Segment Open
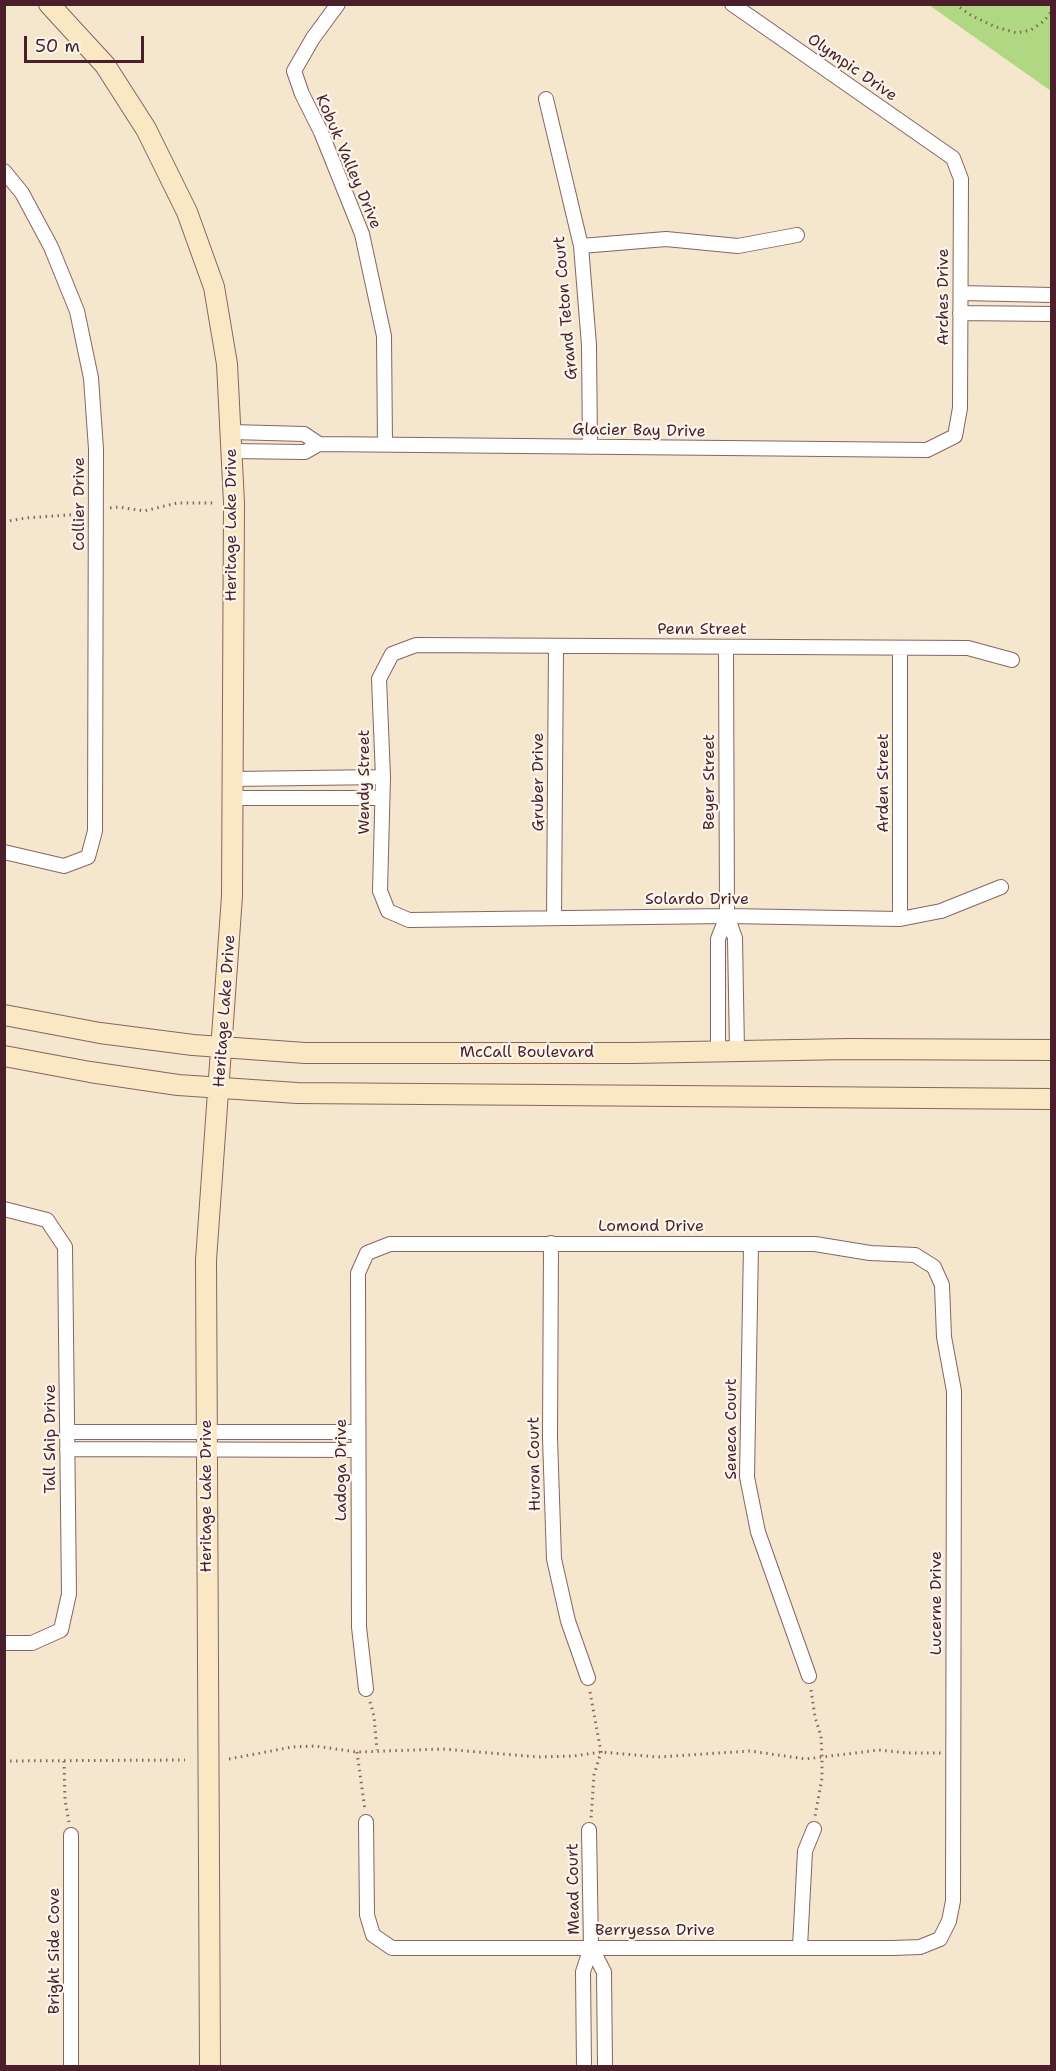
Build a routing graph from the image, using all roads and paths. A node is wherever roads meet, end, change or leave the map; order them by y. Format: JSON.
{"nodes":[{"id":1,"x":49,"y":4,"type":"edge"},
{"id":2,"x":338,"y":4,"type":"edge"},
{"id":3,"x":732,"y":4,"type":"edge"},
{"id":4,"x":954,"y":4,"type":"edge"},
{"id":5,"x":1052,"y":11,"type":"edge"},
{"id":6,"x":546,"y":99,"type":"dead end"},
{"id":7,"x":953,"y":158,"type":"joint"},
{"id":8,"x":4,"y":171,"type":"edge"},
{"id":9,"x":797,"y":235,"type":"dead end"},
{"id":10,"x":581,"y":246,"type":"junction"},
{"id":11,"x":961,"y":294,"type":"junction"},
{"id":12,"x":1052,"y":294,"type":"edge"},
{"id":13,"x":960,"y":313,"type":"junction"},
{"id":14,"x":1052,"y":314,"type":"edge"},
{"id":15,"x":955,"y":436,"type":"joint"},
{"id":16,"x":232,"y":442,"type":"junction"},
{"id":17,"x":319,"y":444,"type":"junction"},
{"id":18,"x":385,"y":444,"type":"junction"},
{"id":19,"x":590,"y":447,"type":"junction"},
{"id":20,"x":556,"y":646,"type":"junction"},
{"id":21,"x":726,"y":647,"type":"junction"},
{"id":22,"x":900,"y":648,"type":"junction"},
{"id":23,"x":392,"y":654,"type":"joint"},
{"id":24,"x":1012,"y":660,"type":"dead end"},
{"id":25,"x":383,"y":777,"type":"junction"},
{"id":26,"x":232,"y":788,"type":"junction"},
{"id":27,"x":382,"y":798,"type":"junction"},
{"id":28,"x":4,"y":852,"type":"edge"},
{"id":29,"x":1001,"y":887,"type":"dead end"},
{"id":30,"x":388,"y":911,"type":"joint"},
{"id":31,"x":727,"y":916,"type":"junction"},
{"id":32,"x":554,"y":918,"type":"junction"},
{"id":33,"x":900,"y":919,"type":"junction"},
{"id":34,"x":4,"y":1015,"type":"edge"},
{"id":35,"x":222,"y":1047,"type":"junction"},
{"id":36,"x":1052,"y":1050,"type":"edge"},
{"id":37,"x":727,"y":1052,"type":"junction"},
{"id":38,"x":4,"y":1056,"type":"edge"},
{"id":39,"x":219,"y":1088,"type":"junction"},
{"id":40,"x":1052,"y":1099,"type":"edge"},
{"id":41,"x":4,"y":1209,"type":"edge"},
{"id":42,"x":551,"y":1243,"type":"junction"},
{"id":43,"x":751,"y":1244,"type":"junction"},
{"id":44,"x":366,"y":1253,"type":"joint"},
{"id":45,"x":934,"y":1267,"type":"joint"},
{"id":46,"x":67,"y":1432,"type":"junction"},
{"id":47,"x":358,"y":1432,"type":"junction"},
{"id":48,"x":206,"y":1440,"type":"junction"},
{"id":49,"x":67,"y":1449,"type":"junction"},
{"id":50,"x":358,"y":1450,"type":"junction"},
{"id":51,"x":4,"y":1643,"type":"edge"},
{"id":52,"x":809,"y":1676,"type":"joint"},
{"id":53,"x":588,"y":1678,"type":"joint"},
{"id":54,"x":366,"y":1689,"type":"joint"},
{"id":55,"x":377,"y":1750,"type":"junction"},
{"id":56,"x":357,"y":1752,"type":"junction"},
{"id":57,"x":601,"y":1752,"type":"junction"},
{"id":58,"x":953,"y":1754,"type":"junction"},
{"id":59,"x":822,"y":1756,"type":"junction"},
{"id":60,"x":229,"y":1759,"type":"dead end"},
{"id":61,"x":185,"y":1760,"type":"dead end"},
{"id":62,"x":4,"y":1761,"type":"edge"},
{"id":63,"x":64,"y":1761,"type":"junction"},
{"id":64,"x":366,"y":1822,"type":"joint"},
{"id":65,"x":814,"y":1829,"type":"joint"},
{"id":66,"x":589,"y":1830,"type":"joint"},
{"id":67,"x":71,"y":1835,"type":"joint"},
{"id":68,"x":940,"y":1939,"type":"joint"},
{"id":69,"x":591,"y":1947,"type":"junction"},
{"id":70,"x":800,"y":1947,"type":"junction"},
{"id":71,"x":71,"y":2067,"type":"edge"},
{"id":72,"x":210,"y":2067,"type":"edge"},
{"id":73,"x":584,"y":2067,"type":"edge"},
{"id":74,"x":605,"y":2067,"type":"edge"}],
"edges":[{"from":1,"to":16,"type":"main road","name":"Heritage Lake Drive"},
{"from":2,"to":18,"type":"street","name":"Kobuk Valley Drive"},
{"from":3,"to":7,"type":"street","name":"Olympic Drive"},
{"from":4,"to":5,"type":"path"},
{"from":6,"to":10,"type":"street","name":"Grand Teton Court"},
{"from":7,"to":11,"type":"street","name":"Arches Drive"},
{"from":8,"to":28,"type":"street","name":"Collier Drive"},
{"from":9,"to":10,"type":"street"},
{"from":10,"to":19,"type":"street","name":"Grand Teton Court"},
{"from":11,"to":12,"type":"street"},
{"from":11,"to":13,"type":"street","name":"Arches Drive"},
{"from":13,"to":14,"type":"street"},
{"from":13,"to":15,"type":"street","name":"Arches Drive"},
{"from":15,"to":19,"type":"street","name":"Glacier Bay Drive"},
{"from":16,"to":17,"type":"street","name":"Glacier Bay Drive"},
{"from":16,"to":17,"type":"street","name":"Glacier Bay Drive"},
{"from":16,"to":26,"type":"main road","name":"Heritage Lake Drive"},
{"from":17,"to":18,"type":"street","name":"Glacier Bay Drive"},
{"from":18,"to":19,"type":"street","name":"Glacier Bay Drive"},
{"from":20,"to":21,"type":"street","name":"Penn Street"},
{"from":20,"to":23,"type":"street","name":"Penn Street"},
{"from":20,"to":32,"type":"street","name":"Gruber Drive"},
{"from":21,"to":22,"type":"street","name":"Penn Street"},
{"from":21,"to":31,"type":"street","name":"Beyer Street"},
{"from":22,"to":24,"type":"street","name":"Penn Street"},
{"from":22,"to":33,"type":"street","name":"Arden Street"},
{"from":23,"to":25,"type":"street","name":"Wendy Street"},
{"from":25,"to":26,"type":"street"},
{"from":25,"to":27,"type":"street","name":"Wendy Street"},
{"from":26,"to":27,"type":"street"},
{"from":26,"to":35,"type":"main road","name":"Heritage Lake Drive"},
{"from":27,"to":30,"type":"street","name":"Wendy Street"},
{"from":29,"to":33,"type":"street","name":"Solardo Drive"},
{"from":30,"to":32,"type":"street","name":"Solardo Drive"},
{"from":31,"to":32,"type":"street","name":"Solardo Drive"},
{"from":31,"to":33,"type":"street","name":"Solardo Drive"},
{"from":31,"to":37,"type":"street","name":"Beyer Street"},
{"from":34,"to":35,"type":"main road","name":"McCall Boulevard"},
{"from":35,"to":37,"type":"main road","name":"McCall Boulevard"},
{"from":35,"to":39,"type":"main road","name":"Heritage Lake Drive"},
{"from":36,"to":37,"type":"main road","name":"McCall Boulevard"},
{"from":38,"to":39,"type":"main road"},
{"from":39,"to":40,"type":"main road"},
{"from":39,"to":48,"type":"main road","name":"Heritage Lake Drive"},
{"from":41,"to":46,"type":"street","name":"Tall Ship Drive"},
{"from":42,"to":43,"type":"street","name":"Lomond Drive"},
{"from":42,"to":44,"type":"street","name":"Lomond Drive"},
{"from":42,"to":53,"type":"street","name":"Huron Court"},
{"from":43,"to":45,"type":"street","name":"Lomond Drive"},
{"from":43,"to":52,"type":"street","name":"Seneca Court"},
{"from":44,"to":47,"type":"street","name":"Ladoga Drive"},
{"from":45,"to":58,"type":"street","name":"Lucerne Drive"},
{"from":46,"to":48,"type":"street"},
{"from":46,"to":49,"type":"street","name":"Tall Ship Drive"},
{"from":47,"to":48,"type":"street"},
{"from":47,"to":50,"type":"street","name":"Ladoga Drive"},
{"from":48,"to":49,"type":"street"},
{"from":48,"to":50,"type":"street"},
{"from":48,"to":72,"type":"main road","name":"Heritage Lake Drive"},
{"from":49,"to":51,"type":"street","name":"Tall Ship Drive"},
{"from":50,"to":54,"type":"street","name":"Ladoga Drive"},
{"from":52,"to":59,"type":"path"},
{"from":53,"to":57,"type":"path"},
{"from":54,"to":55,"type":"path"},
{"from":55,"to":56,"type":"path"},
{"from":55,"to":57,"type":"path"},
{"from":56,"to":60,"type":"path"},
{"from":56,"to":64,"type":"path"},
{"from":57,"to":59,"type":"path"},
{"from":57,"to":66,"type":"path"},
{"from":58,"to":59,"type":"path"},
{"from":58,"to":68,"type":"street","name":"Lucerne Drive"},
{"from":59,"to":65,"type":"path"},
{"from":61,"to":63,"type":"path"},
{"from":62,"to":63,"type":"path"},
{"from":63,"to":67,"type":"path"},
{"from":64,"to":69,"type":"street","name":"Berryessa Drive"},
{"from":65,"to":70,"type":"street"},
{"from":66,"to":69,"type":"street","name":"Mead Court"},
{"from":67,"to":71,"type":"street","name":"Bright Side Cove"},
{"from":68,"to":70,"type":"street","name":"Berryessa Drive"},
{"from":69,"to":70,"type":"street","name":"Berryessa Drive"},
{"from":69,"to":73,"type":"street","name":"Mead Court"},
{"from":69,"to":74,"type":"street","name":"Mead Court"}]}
Segment Closed
Segment Open
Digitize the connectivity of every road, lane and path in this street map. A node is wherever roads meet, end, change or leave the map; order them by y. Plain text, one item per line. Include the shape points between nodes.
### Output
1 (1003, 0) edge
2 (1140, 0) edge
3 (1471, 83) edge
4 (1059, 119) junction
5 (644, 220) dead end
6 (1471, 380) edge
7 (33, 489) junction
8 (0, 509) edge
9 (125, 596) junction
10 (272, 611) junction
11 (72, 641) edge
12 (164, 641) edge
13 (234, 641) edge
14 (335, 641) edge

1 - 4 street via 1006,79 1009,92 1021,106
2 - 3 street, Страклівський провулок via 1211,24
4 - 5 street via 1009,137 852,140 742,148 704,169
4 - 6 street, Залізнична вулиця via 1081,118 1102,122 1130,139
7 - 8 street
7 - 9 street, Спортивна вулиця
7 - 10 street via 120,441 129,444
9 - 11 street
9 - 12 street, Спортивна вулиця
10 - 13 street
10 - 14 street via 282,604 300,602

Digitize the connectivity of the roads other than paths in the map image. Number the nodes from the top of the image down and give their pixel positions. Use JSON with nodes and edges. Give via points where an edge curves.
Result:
Segment Closed
Exercise directions:
List all lines from the entries that include the word "connectivity".

Result:
Digitize the connectivity of every road, lane and path in this street map. A node is wherever roads meet, end, change or leave the map; order them by y. Plain text, one item per line. Include the shape points between nodes.
Digitize the connectivity of the roads other than paths in the map image. Number the nodes from the top of the image down and give their pixel positions. Use JSON with nodes and edges. Give via points where an edge curves.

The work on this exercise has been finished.